** ACTION ITEM **
What is needed here is every entry, retyped exactly.

** DATA EXCERPTS **
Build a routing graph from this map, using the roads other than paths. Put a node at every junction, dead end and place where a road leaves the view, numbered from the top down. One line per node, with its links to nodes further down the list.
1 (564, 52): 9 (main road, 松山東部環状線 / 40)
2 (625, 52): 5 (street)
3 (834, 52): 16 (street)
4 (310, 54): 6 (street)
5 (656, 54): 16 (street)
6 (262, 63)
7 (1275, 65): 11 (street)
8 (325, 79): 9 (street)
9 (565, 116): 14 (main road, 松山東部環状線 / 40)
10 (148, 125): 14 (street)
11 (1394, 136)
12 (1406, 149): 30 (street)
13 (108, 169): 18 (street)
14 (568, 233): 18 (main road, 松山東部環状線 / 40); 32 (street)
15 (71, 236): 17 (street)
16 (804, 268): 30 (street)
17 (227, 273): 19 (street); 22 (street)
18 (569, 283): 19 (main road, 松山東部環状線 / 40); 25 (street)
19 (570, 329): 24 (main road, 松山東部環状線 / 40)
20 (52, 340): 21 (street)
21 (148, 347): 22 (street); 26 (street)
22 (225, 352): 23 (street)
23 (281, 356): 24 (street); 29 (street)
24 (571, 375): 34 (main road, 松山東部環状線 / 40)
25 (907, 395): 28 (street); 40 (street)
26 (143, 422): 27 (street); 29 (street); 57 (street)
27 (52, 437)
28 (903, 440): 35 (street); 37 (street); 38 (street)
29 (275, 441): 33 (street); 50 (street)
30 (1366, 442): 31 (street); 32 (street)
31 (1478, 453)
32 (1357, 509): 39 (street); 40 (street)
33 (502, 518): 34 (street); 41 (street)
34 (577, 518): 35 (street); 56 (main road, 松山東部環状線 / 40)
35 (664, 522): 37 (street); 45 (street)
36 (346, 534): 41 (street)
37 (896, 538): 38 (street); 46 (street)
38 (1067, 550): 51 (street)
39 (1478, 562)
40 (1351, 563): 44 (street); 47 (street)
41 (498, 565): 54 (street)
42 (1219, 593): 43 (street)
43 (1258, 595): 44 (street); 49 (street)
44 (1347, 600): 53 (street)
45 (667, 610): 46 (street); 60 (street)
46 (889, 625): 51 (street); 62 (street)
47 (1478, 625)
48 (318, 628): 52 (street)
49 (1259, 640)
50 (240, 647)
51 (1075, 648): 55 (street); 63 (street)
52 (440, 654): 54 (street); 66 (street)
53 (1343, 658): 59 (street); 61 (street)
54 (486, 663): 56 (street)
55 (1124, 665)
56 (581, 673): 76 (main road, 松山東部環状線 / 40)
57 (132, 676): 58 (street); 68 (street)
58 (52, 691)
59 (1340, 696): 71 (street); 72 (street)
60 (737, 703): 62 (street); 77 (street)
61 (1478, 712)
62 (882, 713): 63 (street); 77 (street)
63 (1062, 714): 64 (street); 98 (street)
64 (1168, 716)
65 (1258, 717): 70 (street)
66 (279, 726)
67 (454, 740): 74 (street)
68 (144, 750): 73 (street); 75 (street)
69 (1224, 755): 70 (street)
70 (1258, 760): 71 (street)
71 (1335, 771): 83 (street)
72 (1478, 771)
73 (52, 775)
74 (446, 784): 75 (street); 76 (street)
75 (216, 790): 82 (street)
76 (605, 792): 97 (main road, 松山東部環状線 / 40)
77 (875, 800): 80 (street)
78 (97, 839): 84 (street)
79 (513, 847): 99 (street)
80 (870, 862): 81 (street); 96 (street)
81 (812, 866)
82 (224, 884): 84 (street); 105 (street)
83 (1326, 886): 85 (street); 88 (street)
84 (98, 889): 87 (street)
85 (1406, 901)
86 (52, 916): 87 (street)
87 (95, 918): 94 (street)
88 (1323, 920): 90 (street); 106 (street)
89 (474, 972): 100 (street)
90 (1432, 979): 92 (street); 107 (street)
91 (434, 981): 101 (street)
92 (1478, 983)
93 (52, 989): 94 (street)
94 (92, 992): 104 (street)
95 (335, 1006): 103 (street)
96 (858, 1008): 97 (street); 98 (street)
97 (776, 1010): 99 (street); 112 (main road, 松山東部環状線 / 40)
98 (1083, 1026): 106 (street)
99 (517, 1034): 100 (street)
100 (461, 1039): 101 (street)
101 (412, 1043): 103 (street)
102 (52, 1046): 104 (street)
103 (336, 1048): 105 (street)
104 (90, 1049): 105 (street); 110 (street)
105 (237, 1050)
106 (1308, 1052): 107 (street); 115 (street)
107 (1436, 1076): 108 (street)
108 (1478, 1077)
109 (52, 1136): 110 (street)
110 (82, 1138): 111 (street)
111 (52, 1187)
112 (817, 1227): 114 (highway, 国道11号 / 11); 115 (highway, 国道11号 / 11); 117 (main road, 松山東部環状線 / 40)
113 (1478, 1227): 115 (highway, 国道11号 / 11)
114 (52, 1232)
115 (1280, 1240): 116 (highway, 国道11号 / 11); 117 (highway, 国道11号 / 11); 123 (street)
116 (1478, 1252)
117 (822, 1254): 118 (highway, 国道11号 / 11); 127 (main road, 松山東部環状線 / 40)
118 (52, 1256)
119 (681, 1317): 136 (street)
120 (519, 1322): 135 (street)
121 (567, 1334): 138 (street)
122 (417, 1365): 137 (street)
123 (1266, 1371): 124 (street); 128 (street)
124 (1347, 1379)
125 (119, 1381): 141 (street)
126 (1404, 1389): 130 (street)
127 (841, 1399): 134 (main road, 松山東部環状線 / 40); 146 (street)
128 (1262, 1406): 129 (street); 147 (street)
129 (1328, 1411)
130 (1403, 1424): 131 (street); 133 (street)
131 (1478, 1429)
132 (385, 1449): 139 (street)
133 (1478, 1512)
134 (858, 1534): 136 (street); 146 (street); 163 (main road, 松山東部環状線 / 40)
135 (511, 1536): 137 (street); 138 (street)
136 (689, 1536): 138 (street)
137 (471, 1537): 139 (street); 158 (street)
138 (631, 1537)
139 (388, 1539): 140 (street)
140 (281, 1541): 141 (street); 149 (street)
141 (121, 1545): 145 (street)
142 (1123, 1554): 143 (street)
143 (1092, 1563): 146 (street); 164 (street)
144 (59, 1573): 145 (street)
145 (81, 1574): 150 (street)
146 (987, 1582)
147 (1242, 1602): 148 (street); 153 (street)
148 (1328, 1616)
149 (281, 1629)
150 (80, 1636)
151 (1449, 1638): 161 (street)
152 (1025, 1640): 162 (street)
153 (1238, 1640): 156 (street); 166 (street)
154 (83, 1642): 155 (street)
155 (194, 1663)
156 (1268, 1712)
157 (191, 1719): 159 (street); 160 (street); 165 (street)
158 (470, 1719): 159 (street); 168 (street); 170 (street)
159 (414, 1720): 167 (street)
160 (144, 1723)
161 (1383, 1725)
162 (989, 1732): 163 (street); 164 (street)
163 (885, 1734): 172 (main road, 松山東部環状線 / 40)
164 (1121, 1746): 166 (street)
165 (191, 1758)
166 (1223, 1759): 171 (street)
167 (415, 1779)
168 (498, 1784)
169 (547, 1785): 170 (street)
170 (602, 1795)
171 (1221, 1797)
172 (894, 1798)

** SOLUTION TO THE EXERCISE **
Build a routing graph from this map, using the roads other than paths. Put a node at every junction, dead end and place where a road leaves the view, numbered from the top down. One line per node, with its links to nodes further down the list.
1 (564, 52): 9 (main road, 松山東部環状線 / 40)
2 (625, 52): 5 (street)
3 (834, 52): 16 (street)
4 (310, 54): 6 (street)
5 (656, 54): 16 (street)
6 (262, 63)
7 (1275, 65): 11 (street)
8 (325, 79): 9 (street)
9 (565, 116): 14 (main road, 松山東部環状線 / 40)
10 (148, 125): 14 (street)
11 (1394, 136)
12 (1406, 149): 30 (street)
13 (108, 169): 18 (street)
14 (568, 233): 18 (main road, 松山東部環状線 / 40); 32 (street)
15 (71, 236): 17 (street)
16 (804, 268): 30 (street)
17 (227, 273): 19 (street); 22 (street)
18 (569, 283): 19 (main road, 松山東部環状線 / 40); 25 (street)
19 (570, 329): 24 (main road, 松山東部環状線 / 40)
20 (52, 340): 21 (street)
21 (148, 347): 22 (street); 26 (street)
22 (225, 352): 23 (street)
23 (281, 356): 24 (street); 29 (street)
24 (571, 375): 34 (main road, 松山東部環状線 / 40)
25 (907, 395): 28 (street); 40 (street)
26 (143, 422): 27 (street); 29 (street); 57 (street)
27 (52, 437)
28 (903, 440): 35 (street); 37 (street); 38 (street)
29 (275, 441): 33 (street); 50 (street)
30 (1366, 442): 31 (street); 32 (street)
31 (1478, 453)
32 (1357, 509): 39 (street); 40 (street)
33 (502, 518): 34 (street); 41 (street)
34 (577, 518): 35 (street); 56 (main road, 松山東部環状線 / 40)
35 (664, 522): 37 (street); 45 (street)
36 (346, 534): 41 (street)
37 (896, 538): 38 (street); 46 (street)
38 (1067, 550): 51 (street)
39 (1478, 562)
40 (1351, 563): 44 (street); 47 (street)
41 (498, 565): 54 (street)
42 (1219, 593): 43 (street)
43 (1258, 595): 44 (street); 49 (street)
44 (1347, 600): 53 (street)
45 (667, 610): 46 (street); 60 (street)
46 (889, 625): 51 (street); 62 (street)
47 (1478, 625)
48 (318, 628): 52 (street)
49 (1259, 640)
50 (240, 647)
51 (1075, 648): 55 (street); 63 (street)
52 (440, 654): 54 (street); 66 (street)
53 (1343, 658): 59 (street); 61 (street)
54 (486, 663): 56 (street)
55 (1124, 665)
56 (581, 673): 76 (main road, 松山東部環状線 / 40)
57 (132, 676): 58 (street); 68 (street)
58 (52, 691)
59 (1340, 696): 71 (street); 72 (street)
60 (737, 703): 62 (street); 77 (street)
61 (1478, 712)
62 (882, 713): 63 (street); 77 (street)
63 (1062, 714): 64 (street); 98 (street)
64 (1168, 716)
65 (1258, 717): 70 (street)
66 (279, 726)
67 (454, 740): 74 (street)
68 (144, 750): 73 (street); 75 (street)
69 (1224, 755): 70 (street)
70 (1258, 760): 71 (street)
71 (1335, 771): 83 (street)
72 (1478, 771)
73 (52, 775)
74 (446, 784): 75 (street); 76 (street)
75 (216, 790): 82 (street)
76 (605, 792): 97 (main road, 松山東部環状線 / 40)
77 (875, 800): 80 (street)
78 (97, 839): 84 (street)
79 (513, 847): 99 (street)
80 (870, 862): 81 (street); 96 (street)
81 (812, 866)
82 (224, 884): 84 (street); 105 (street)
83 (1326, 886): 85 (street); 88 (street)
84 (98, 889): 87 (street)
85 (1406, 901)
86 (52, 916): 87 (street)
87 (95, 918): 94 (street)
88 (1323, 920): 90 (street); 106 (street)
89 (474, 972): 100 (street)
90 (1432, 979): 92 (street); 107 (street)
91 (434, 981): 101 (street)
92 (1478, 983)
93 (52, 989): 94 (street)
94 (92, 992): 104 (street)
95 (335, 1006): 103 (street)
96 (858, 1008): 97 (street); 98 (street)
97 (776, 1010): 99 (street); 112 (main road, 松山東部環状線 / 40)
98 (1083, 1026): 106 (street)
99 (517, 1034): 100 (street)
100 (461, 1039): 101 (street)
101 (412, 1043): 103 (street)
102 (52, 1046): 104 (street)
103 (336, 1048): 105 (street)
104 (90, 1049): 105 (street); 110 (street)
105 (237, 1050)
106 (1308, 1052): 107 (street); 115 (street)
107 (1436, 1076): 108 (street)
108 (1478, 1077)
109 (52, 1136): 110 (street)
110 (82, 1138): 111 (street)
111 (52, 1187)
112 (817, 1227): 114 (highway, 国道11号 / 11); 115 (highway, 国道11号 / 11); 117 (main road, 松山東部環状線 / 40)
113 (1478, 1227): 115 (highway, 国道11号 / 11)
114 (52, 1232)
115 (1280, 1240): 116 (highway, 国道11号 / 11); 117 (highway, 国道11号 / 11); 123 (street)
116 (1478, 1252)
117 (822, 1254): 118 (highway, 国道11号 / 11); 127 (main road, 松山東部環状線 / 40)
118 (52, 1256)
119 (681, 1317): 136 (street)
120 (519, 1322): 135 (street)
121 (567, 1334): 138 (street)
122 (417, 1365): 137 (street)
123 (1266, 1371): 124 (street); 128 (street)
124 (1347, 1379)
125 (119, 1381): 141 (street)
126 (1404, 1389): 130 (street)
127 (841, 1399): 134 (main road, 松山東部環状線 / 40); 146 (street)
128 (1262, 1406): 129 (street); 147 (street)
129 (1328, 1411)
130 (1403, 1424): 131 (street); 133 (street)
131 (1478, 1429)
132 (385, 1449): 139 (street)
133 (1478, 1512)
134 (858, 1534): 136 (street); 146 (street); 163 (main road, 松山東部環状線 / 40)
135 (511, 1536): 137 (street); 138 (street)
136 (689, 1536): 138 (street)
137 (471, 1537): 139 (street); 158 (street)
138 (631, 1537)
139 (388, 1539): 140 (street)
140 (281, 1541): 141 (street); 149 (street)
141 (121, 1545): 145 (street)
142 (1123, 1554): 143 (street)
143 (1092, 1563): 146 (street); 164 (street)
144 (59, 1573): 145 (street)
145 (81, 1574): 150 (street)
146 (987, 1582)
147 (1242, 1602): 148 (street); 153 (street)
148 (1328, 1616)
149 (281, 1629)
150 (80, 1636)
151 (1449, 1638): 161 (street)
152 (1025, 1640): 162 (street)
153 (1238, 1640): 156 (street); 166 (street)
154 (83, 1642): 155 (street)
155 (194, 1663)
156 (1268, 1712)
157 (191, 1719): 159 (street); 160 (street); 165 (street)
158 (470, 1719): 159 (street); 168 (street); 170 (street)
159 (414, 1720): 167 (street)
160 (144, 1723)
161 (1383, 1725)
162 (989, 1732): 163 (street); 164 (street)
163 (885, 1734): 172 (main road, 松山東部環状線 / 40)
164 (1121, 1746): 166 (street)
165 (191, 1758)
166 (1223, 1759): 171 (street)
167 (415, 1779)
168 (498, 1784)
169 (547, 1785): 170 (street)
170 (602, 1795)
171 (1221, 1797)
172 (894, 1798)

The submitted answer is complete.